Record set –
════════════════════

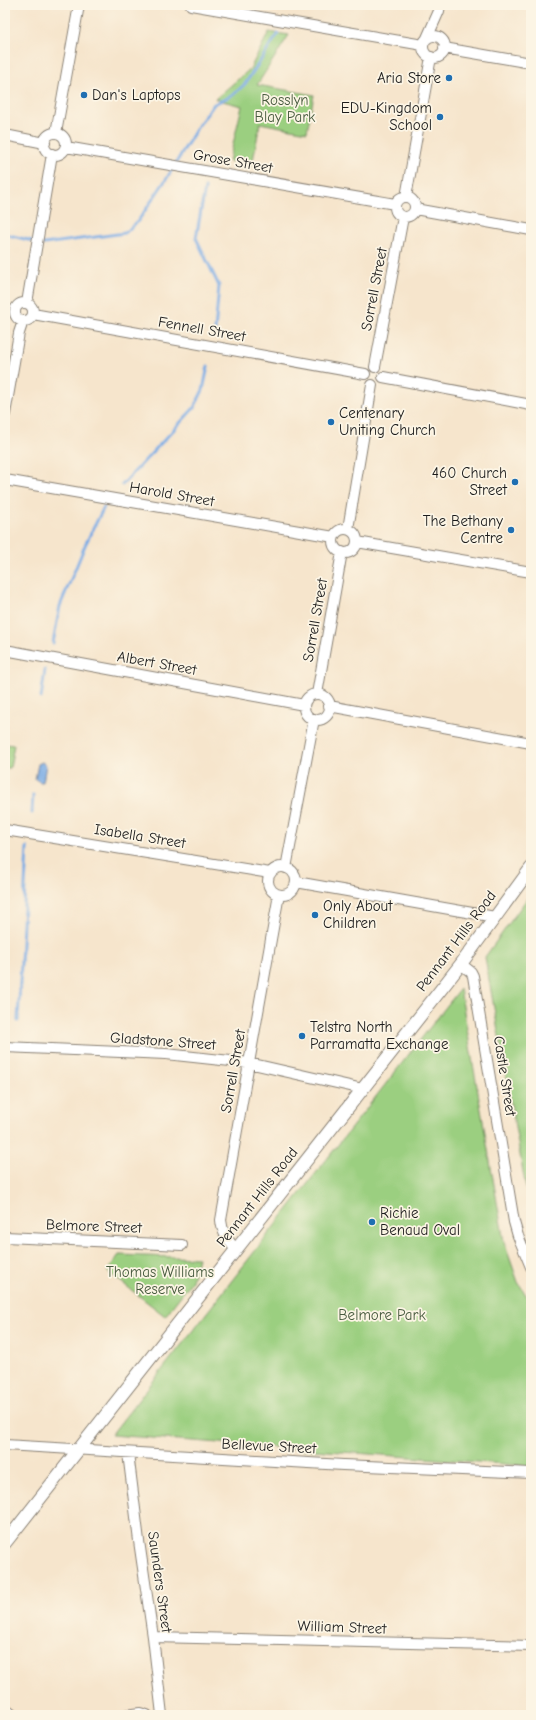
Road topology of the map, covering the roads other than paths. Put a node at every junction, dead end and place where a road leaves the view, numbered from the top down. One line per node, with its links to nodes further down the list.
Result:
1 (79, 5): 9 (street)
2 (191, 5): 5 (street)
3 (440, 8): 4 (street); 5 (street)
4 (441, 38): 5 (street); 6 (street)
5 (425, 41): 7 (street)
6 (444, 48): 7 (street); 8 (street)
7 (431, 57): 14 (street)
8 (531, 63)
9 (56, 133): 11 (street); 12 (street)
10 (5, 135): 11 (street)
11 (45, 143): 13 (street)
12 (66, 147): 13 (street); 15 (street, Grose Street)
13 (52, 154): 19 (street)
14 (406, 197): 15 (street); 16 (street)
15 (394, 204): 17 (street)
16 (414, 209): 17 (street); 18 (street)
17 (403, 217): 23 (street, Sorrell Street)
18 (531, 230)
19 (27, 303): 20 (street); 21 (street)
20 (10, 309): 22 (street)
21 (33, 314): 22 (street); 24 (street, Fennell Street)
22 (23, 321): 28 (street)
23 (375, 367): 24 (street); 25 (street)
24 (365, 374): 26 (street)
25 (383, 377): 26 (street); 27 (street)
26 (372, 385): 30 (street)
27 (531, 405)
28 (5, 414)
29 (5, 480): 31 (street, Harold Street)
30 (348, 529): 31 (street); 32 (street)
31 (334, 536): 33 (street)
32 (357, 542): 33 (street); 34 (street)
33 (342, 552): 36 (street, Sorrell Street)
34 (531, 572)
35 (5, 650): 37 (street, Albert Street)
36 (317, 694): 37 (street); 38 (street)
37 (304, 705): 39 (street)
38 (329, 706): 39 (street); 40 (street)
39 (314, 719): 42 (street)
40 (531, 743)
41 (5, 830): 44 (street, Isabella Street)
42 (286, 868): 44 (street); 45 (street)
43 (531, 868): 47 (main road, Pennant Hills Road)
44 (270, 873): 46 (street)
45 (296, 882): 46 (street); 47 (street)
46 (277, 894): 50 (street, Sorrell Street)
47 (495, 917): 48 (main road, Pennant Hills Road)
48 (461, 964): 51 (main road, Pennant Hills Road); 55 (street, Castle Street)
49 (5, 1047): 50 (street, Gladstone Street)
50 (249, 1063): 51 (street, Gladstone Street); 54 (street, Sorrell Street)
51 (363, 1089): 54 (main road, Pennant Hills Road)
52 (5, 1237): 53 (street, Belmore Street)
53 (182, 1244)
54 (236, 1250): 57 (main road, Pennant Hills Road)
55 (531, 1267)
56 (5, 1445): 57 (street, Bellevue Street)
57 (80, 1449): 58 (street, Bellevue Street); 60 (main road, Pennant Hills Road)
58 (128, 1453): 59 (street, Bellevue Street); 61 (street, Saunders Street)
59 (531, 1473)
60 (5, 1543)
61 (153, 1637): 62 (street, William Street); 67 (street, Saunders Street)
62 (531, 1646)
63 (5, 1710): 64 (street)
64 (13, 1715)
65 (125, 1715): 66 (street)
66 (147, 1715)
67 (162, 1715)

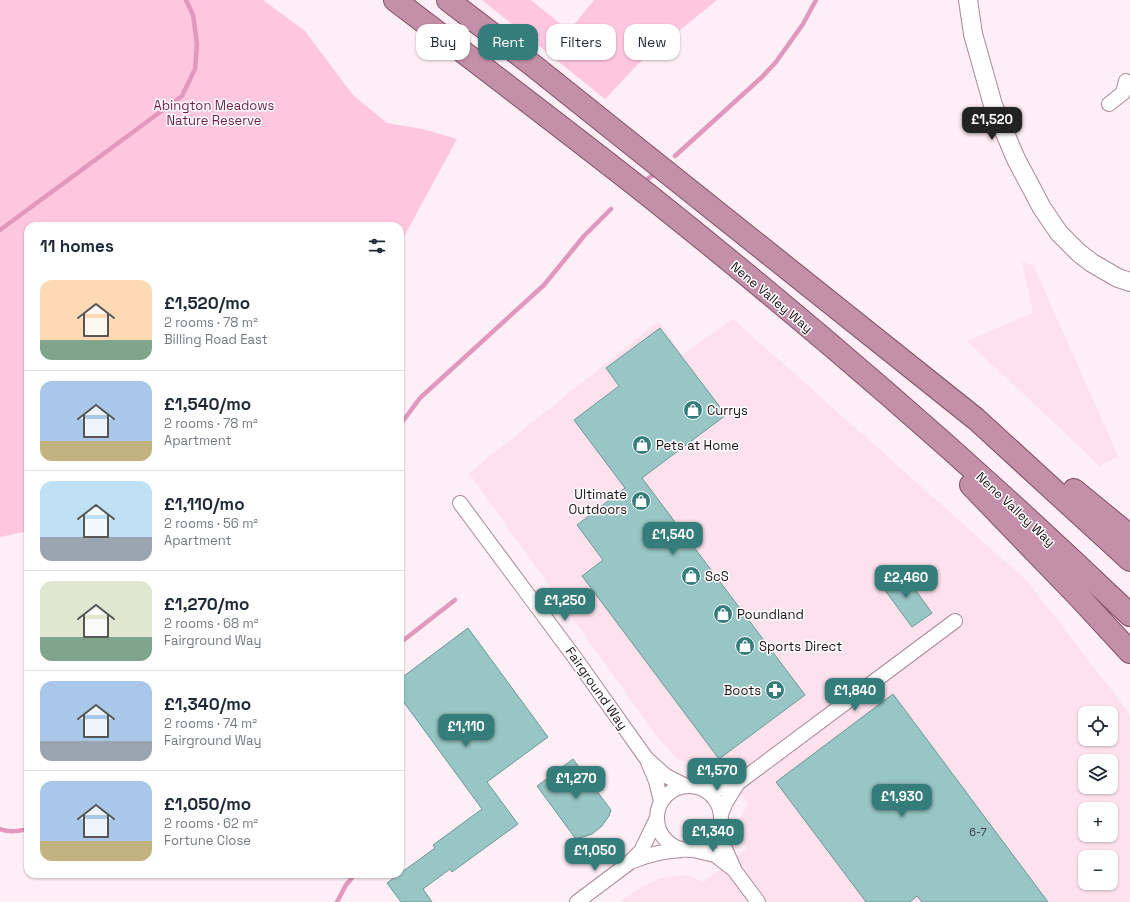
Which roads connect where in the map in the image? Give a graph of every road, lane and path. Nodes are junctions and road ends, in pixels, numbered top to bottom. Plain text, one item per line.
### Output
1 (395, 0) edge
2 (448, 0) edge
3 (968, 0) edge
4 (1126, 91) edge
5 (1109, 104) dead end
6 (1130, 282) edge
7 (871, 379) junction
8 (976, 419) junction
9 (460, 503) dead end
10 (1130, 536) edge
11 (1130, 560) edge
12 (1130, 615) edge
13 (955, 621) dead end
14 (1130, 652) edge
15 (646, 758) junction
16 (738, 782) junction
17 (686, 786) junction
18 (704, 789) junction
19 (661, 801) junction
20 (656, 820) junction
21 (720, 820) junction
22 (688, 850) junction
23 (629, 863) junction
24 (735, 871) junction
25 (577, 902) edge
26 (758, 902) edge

════════════════════

Your assignment –
List each line of the records that holds the string "Saunders".

Task response –
58 (128, 1453): 59 (street, Bellevue Street); 61 (street, Saunders Street)
61 (153, 1637): 62 (street, William Street); 67 (street, Saunders Street)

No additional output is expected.